Ibadan, Nigeria, May 7 - Hundreds bakers have stopped baking bread after a strike was called by the Association of Master Bakers and Caterers of Nigeria.
A baker in Ibadan, the capital of Oyo state, said the association also may increase the price of bread by around 25% at the end of the one-week strike that began Monday in protest against rising prices for flour and sugar.
He said a 50-kilogram bag of flour is now sold at 6,000 ($51) naira a bag up from 4,000 naira, adding that the prices of sugar and other baking ingredients also have gone up.
"The supply of bread to the market has fallen since Monday. There may be no bread supply before the weekend," the baker said.

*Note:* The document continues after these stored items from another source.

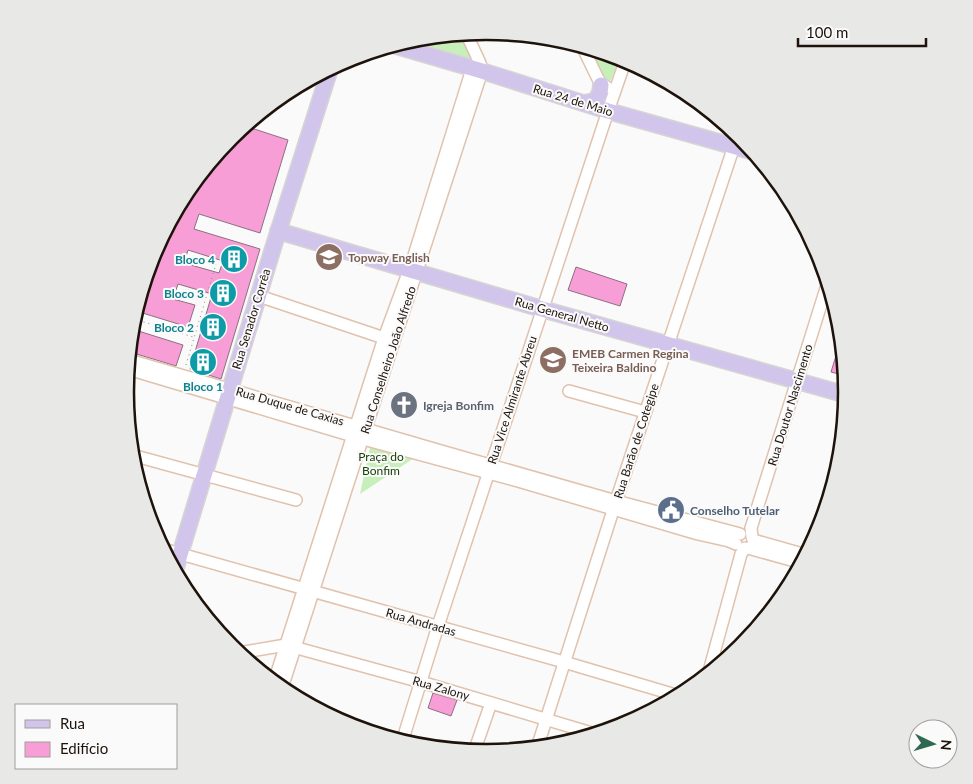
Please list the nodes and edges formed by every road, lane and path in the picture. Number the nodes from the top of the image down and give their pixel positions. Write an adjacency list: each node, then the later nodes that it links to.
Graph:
1 (468, 41): 5 (street)
2 (407, 49): 5 (main road, Rua 24 de Maio)
3 (586, 55): 8 (street)
4 (623, 68): 6 (street, Rua Vice Almirante Abreu)
5 (477, 70): 9 (main road, Rua 24 de Maio); 15 (street, Rua Conselheiro João Alfredo)
6 (620, 77): 8 (street); 10 (street, Rua Vice Almirante Abreu)
7 (327, 78): 13 (main road, Rua Senador Corrêa)
8 (601, 85): 9 (main road)
9 (584, 103): 10 (main road, Rua 24 de Maio)
10 (608, 111): 11 (main road, Rua 24 de Maio); 18 (street, Rua Vice Almirante Abreu)
11 (731, 139)
12 (735, 143): 22 (street, Rua Barão de Cotegipe)
13 (278, 231): 15 (main road, Rua General Netto); 17 (main road, Rua Senador Corrêa)
14 (216, 264): 20 (path)
15 (413, 270): 18 (main road, Rua General Netto); 21 (street, Rua Conselheiro João Alfredo)
16 (825, 293): 26 (street, Rua Doutor Nascimento)
17 (259, 296): 21 (street); 29 (main road, Rua Senador Corrêa)
18 (542, 309): 22 (main road, Rua General Netto); 33 (street, Rua Vice Almirante Abreu)
19 (141, 321): 20 (path)
20 (194, 337): 25 (path)
21 (389, 339): 31 (street, Rua Conselheiro João Alfredo)
22 (669, 344): 26 (main road, Rua General Netto); 30 (street, Rua Barão de Cotegipe)
23 (136, 362): 25 (street, Rua Duque de Caxias)
24 (135, 371): 29 (street, Rua Duque de Caxias)
25 (182, 376): 29 (street, Rua Duque de Caxias)
26 (798, 381): 28 (main road, Rua General Netto); 37 (street, Rua Doutor Nascimento)
27 (570, 391): 30 (street)
28 (838, 392)
29 (228, 394): 31 (street, Rua Duque de Caxias); 34 (main road, Rua Senador Corrêa)
30 (645, 412): 36 (street, Rua Barão de Cotegipe)
31 (359, 432): 33 (street, Rua Duque de Caxias); 44 (street, Rua Conselheiro João Alfredo)
32 (141, 457): 34 (street)
33 (490, 470): 36 (street, Rua Duque de Caxias); 45 (street, Rua Vice Almirante Abreu)
34 (204, 475): 35 (street); 39 (main road, Rua Senador Corrêa)
35 (296, 500)
36 (615, 505): 37 (street, Rua Duque de Caxias); 48 (street, Rua Barão de Cotegipe)
37 (745, 541): 40 (street, Rua Duque de Caxias); 49 (street, Rua Doutor Nascimento)
38 (173, 551): 39 (street, Rua Andradas)
39 (181, 554): 43 (main road, Rua Senador Corrêa); 44 (street, Rua Andradas)
40 (784, 554): 41 (street, Rua Duque de Caxias); 42 (street, Rua Duque de Caxias)
41 (798, 555)
42 (796, 560)
43 (178, 561)
44 (308, 590): 45 (street, Rua Andradas); 46 (street, Rua Conselheiro João Alfredo)
45 (438, 626): 48 (street, Rua Andradas); 52 (street, Rua Vice Almirante Abreu)
46 (290, 646): 47 (street); 50 (street, Rua Conselheiro João Alfredo); 51 (street, Rua Conselheiro João Alfredo); 52 (street, Rua Zalony)
47 (248, 651)
48 (564, 662): 53 (street, Rua Andradas); 55 (street, Rua Barão de Cotegipe)
49 (711, 663)
50 (277, 675)
51 (284, 680)
52 (421, 682): 54 (street, Rua Zalony); 57 (street, Rua Vice Almirante Abreu)
53 (669, 693)
54 (491, 703): 55 (street, Rua Zalony); 59 (street)
55 (546, 719): 56 (street, Rua Zalony); 58 (street, Rua Barão de Cotegipe)
56 (583, 730)
57 (405, 734)
58 (540, 740)
59 (477, 744)

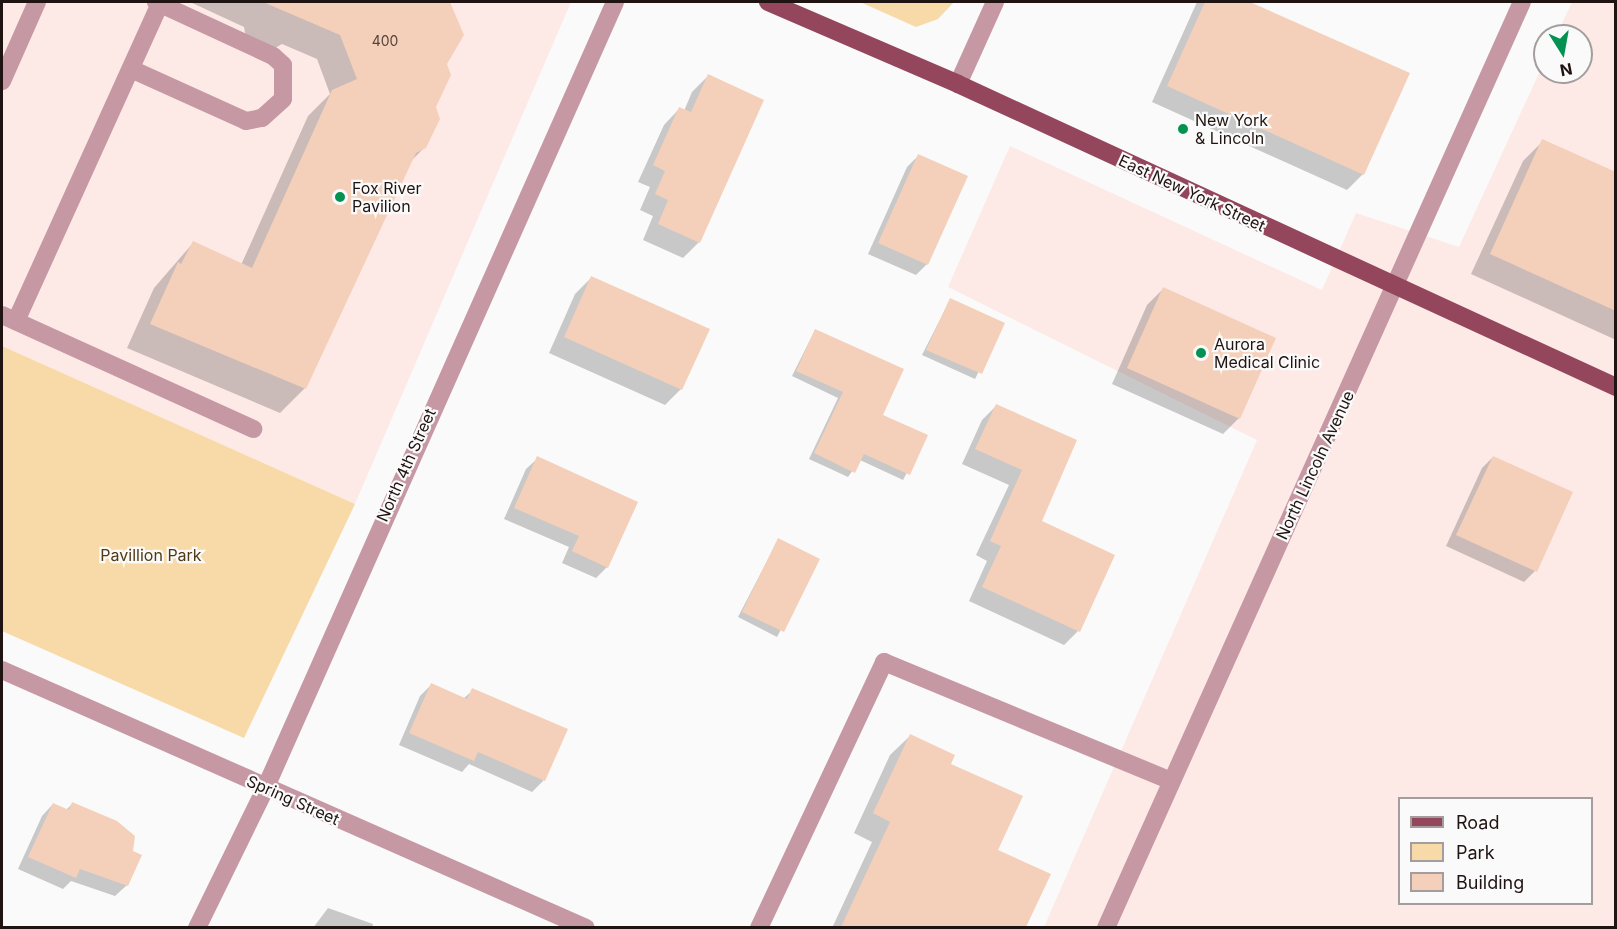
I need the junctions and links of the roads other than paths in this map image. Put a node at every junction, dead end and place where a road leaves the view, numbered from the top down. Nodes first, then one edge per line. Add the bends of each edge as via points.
1 (37, 2) edge
2 (159, 2) edge
3 (615, 2) edge
4 (768, 2) edge
5 (995, 2) edge
6 (1522, 2) edge
7 (131, 69) junction
8 (2, 81) edge
9 (958, 84) junction
10 (1396, 289) junction
11 (9, 318) edge
12 (1616, 387) edge
13 (253, 429) dead end
14 (2, 670) edge
15 (1171, 781) junction
16 (265, 789) junction
17 (197, 927) edge
18 (586, 927) edge
19 (759, 927) edge
20 (1106, 927) edge

1 - 8 street
2 - 7 street
2 - 7 street via 273,56 283,65 283,99 262,118 246,121
3 - 16 street, North 4th Street
4 - 9 main road, East New York Street
5 - 9 street
6 - 10 street, North Lincoln Avenue
7 - 11 street
9 - 10 main road, East New York Street
10 - 12 main road, East New York Street
10 - 15 street, North Lincoln Avenue
11 - 13 street
14 - 16 street, Spring Street
15 - 19 street via 884,662
15 - 20 street, North Lincoln Avenue
16 - 17 street, North 4th Street
16 - 18 street, Spring Street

Lateef Oguntoyinbo, chairman of the bakers association, said that he had asked the government to reduce or cancel wheat tariffs or subsidize bakers, adding that bakers were in a "big mess and have to embark on this strike."
Bakeries will remain closed for a week, and the association has set up a committee to ensure compliance, another baker said.
Said a third baker in Ibadan: "I am using my last bit of flour to produce bread. After this I will shut down the bakery."
In August 2007, the association went on a similar strike for a week after the prices of flour went up.
Bread is a popular staple for many in rural and urban areas of Nigeria, and the country imports the wheat used by flour mills.
In 1987, Nigeria imposed a total ban on the importation of wheat and the government then asked bakers to use locally grown wheat and cassava to produce bread.
But the ban resulted in the massive smuggling of flour from the neighboring countries of Benin, Togo and Cameroon. The ban was lifted in 1992.
High international wheat prices are believed to be the major cause of the rising price of flour in the local market.